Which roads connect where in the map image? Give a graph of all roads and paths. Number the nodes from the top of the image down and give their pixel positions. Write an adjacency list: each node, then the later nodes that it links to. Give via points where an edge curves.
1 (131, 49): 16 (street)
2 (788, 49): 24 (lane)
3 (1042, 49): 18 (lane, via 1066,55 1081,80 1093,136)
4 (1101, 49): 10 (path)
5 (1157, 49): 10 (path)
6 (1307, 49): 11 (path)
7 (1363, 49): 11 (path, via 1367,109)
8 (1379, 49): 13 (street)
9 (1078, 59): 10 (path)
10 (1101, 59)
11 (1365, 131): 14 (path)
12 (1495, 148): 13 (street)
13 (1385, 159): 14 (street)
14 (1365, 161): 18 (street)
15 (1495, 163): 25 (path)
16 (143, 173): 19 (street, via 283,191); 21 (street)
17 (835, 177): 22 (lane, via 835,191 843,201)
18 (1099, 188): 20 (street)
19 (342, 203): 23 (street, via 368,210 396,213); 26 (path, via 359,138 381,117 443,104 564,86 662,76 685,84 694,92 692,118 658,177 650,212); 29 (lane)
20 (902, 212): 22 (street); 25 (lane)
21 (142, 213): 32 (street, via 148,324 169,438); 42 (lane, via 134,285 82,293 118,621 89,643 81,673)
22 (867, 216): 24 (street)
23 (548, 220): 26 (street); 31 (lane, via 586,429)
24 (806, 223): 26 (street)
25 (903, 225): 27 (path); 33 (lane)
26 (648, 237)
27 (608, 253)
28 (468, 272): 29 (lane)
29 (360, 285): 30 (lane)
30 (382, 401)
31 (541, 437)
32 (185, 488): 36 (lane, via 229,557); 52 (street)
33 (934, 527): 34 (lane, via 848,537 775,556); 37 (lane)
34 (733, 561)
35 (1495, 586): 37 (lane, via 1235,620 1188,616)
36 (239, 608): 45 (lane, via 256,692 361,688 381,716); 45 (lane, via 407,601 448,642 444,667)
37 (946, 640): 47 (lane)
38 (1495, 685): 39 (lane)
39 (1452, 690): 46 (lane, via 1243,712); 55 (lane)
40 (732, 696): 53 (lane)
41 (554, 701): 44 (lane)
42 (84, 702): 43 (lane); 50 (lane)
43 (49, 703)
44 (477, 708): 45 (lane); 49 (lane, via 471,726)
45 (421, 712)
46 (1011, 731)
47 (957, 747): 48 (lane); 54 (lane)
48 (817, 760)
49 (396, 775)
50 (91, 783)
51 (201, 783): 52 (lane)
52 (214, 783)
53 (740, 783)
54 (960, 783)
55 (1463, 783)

## [What to work on]
Down to the last line, give the records again exactly.

## [Solution to this task]
Which roads connect where in the map image? Give a graph of all roads and paths. Number the nodes from the top of the image down and give their pixel positions. Write an adjacency list: each node, then the later nodes that it links to. Give via points where an edge curves.
1 (131, 49): 16 (street)
2 (788, 49): 24 (lane)
3 (1042, 49): 18 (lane, via 1066,55 1081,80 1093,136)
4 (1101, 49): 10 (path)
5 (1157, 49): 10 (path)
6 (1307, 49): 11 (path)
7 (1363, 49): 11 (path, via 1367,109)
8 (1379, 49): 13 (street)
9 (1078, 59): 10 (path)
10 (1101, 59)
11 (1365, 131): 14 (path)
12 (1495, 148): 13 (street)
13 (1385, 159): 14 (street)
14 (1365, 161): 18 (street)
15 (1495, 163): 25 (path)
16 (143, 173): 19 (street, via 283,191); 21 (street)
17 (835, 177): 22 (lane, via 835,191 843,201)
18 (1099, 188): 20 (street)
19 (342, 203): 23 (street, via 368,210 396,213); 26 (path, via 359,138 381,117 443,104 564,86 662,76 685,84 694,92 692,118 658,177 650,212); 29 (lane)
20 (902, 212): 22 (street); 25 (lane)
21 (142, 213): 32 (street, via 148,324 169,438); 42 (lane, via 134,285 82,293 118,621 89,643 81,673)
22 (867, 216): 24 (street)
23 (548, 220): 26 (street); 31 (lane, via 586,429)
24 (806, 223): 26 (street)
25 (903, 225): 27 (path); 33 (lane)
26 (648, 237)
27 (608, 253)
28 (468, 272): 29 (lane)
29 (360, 285): 30 (lane)
30 (382, 401)
31 (541, 437)
32 (185, 488): 36 (lane, via 229,557); 52 (street)
33 (934, 527): 34 (lane, via 848,537 775,556); 37 (lane)
34 (733, 561)
35 (1495, 586): 37 (lane, via 1235,620 1188,616)
36 (239, 608): 45 (lane, via 256,692 361,688 381,716); 45 (lane, via 407,601 448,642 444,667)
37 (946, 640): 47 (lane)
38 (1495, 685): 39 (lane)
39 (1452, 690): 46 (lane, via 1243,712); 55 (lane)
40 (732, 696): 53 (lane)
41 (554, 701): 44 (lane)
42 (84, 702): 43 (lane); 50 (lane)
43 (49, 703)
44 (477, 708): 45 (lane); 49 (lane, via 471,726)
45 (421, 712)
46 (1011, 731)
47 (957, 747): 48 (lane); 54 (lane)
48 (817, 760)
49 (396, 775)
50 (91, 783)
51 (201, 783): 52 (lane)
52 (214, 783)
53 (740, 783)
54 (960, 783)
55 (1463, 783)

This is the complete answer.